= Intelligent street lighting =

Aspect of street lighting

Intelligent street lighting refers to public street lighting that adapts to movement by pedestrians, cyclists and cars in a smart city. Also called adaptive street lighting, it brightens when sensing activity and dims while not. This is different from traditional stationary illumination, and that which dims on a timer.

==History==

===Europe===
The first patent requests for intelligent street lighting stem from the late 1990s. But it was not until April 7, 2006, that Europe experienced the first large scale implementation of a control network in a street lighting application. The implementation took place in Oslo (Norway) and it was expected to reduce energy usage by 50 percent, improve roadway safety, and minimize maintenance costs.

The Oslo project triggered interest from other cities in Europe, and formed the basis for other sustainability initiatives, such as the E-Street initiative. This research group focused on ways to reduce energy usage in outdoor lighting systems in the European Union (EU). The E-Street group strongly influenced EU standards and legislation for intelligent outdoor lighting systems.

==Actuality==

===Colombia===
In Bogotá, the district government has proposed a large-scale intelligent street lighting system as part of its "Bogotá Capital Digital" strategy. The system, outlined in Project Agreement 767 presented to the City Council in 2025, aims to transform public lighting infrastructure into a multi-service technological platform using sensors and artificial intelligence (AI).

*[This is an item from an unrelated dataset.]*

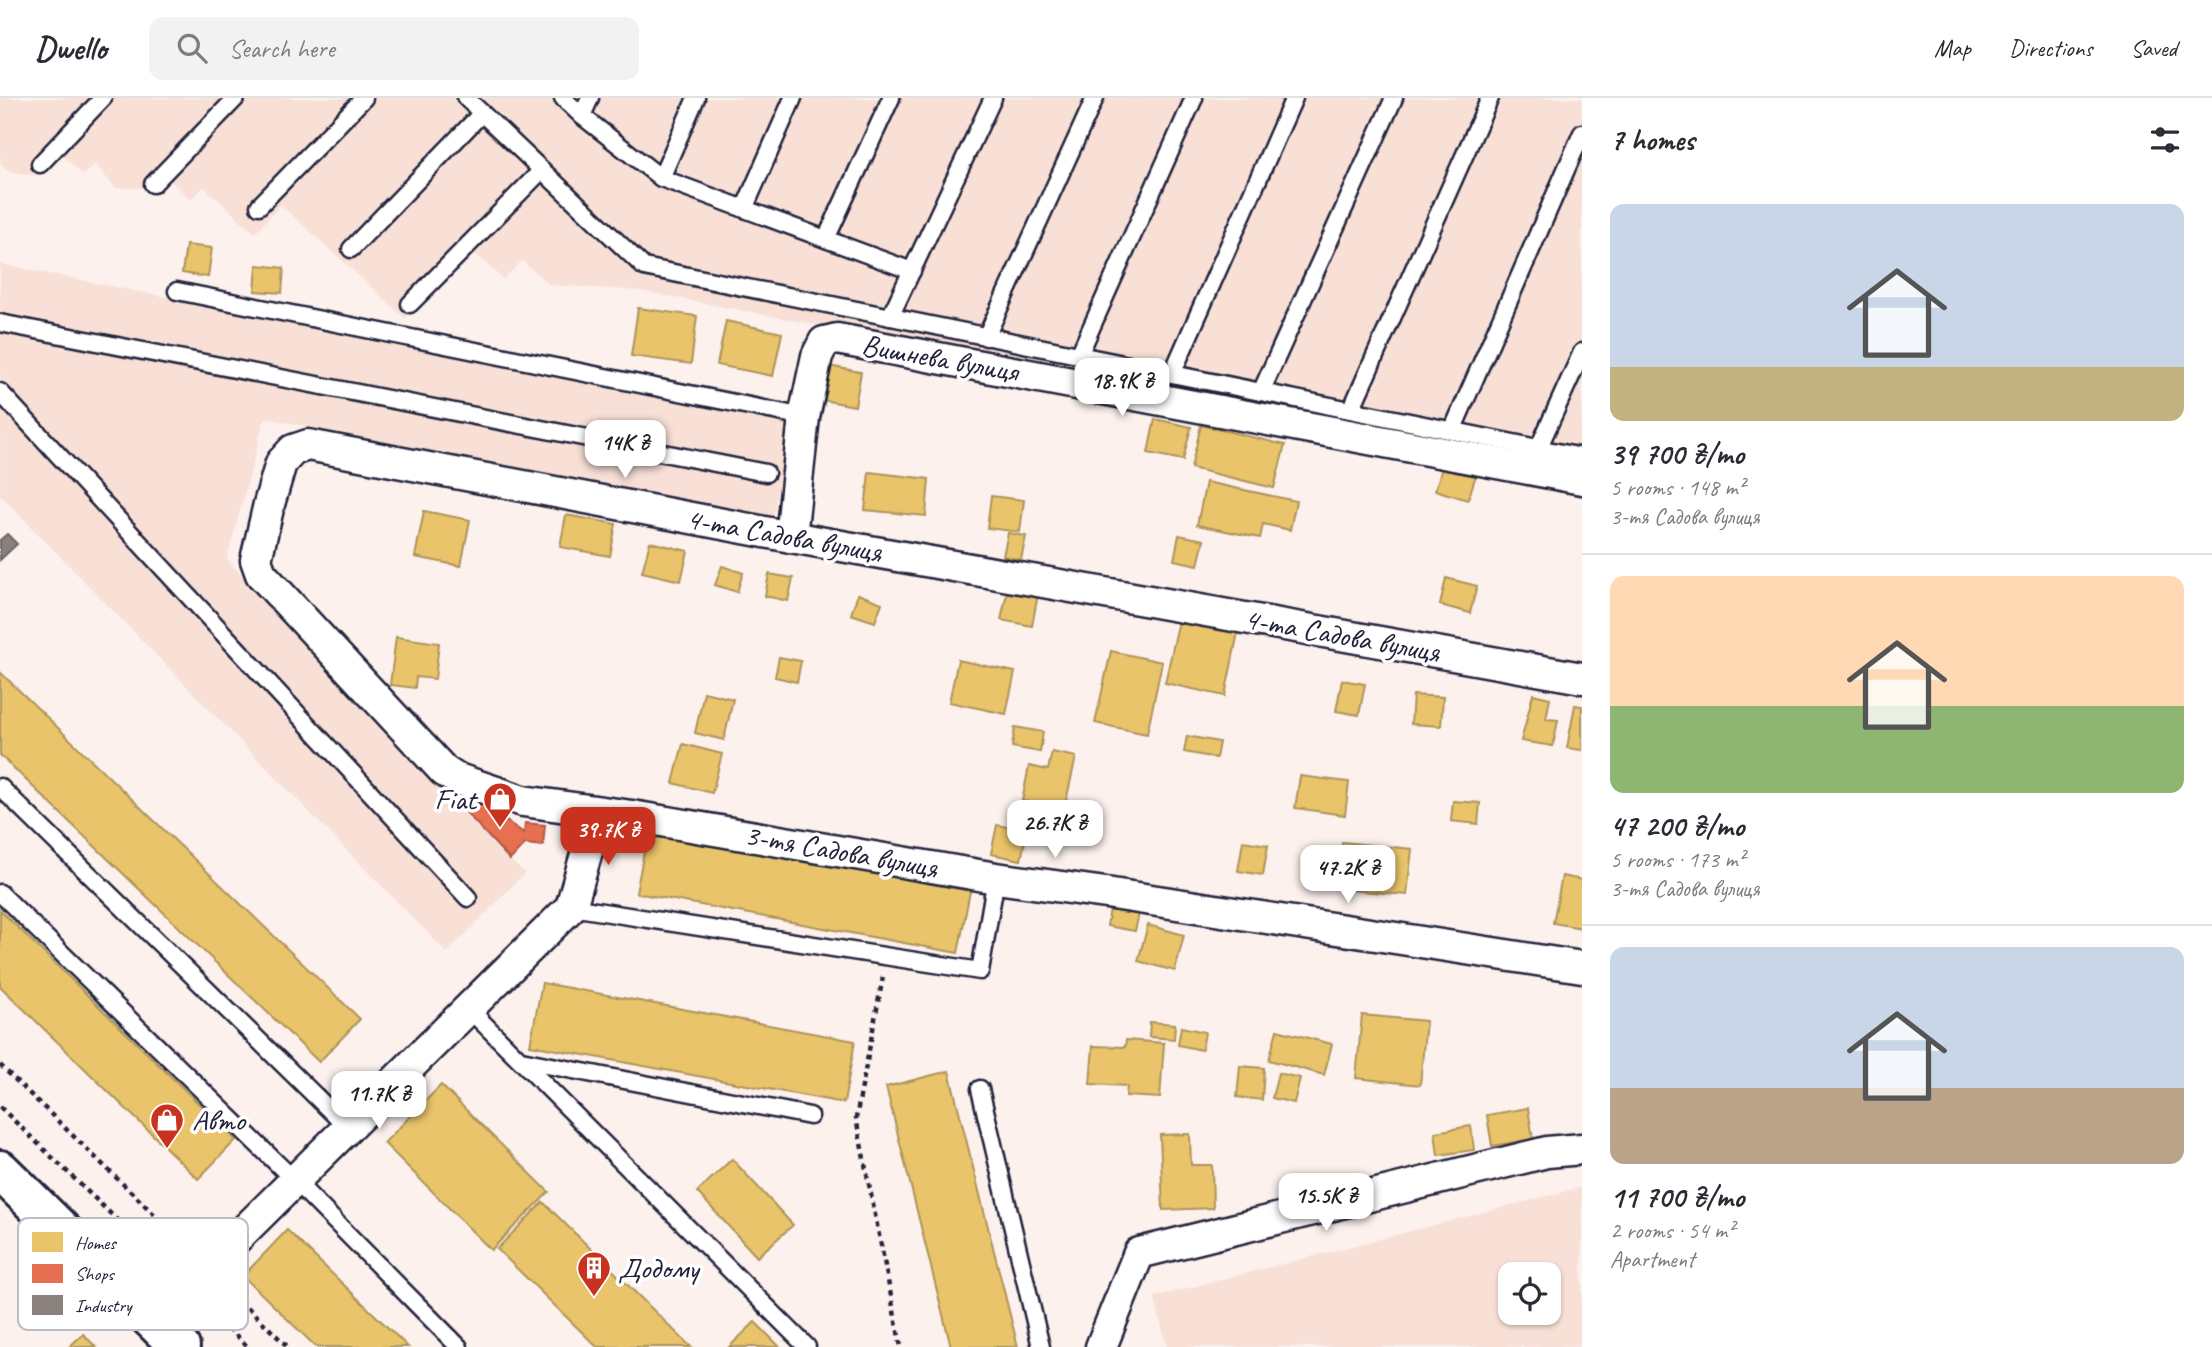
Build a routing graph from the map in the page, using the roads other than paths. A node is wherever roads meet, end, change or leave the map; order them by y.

This system, using sensors, allows the brightness of the light bulbs to be adapted depending on factors such as location and time, in order to improve the quality of service, reduce energy consumption, and increase the perception of the environment.

==Features==
Street lights can be made intelligent by placing cameras or other sensors on them, which enables them to detect movement (e.g. Sensity's Light Sensory Network, GE's "Currents", Tvilight's CitySense). Additional technology enables the street lights to communicate with one another. Different companies have different variations to this technology.
When a passer-by is detected by a camera or sensor, it will communicate this to neighboring street lights, which will brighten so that people are always surrounded by a safe circle of light.
The SmartLighting technology of the Anhalt University of Applied Sciences does this as well, and has been installed in Bernburg-Strenzfeld in Germany. Street lights illuminate at a longer distance ahead of the pedestrian than behind the pedestrian in the SmartLighting concept.

==Control==
Some companies also offer software with which the street lights can be monitored and managed wirelessly. Clients, or other companies, can access the software from a computer, or even a tablet. From this software, they can gather data, pre-set levels of brightness and dimming time; receive warning signals when a light defects.

==Guidelines==
The U.S. Federal Highway Administration has issued guidelines to provide a process by which a governmental agency or a lighting designer can select the required lighting level for a road or street and implement adaptive lighting for a lighting installation or lighting retrofit.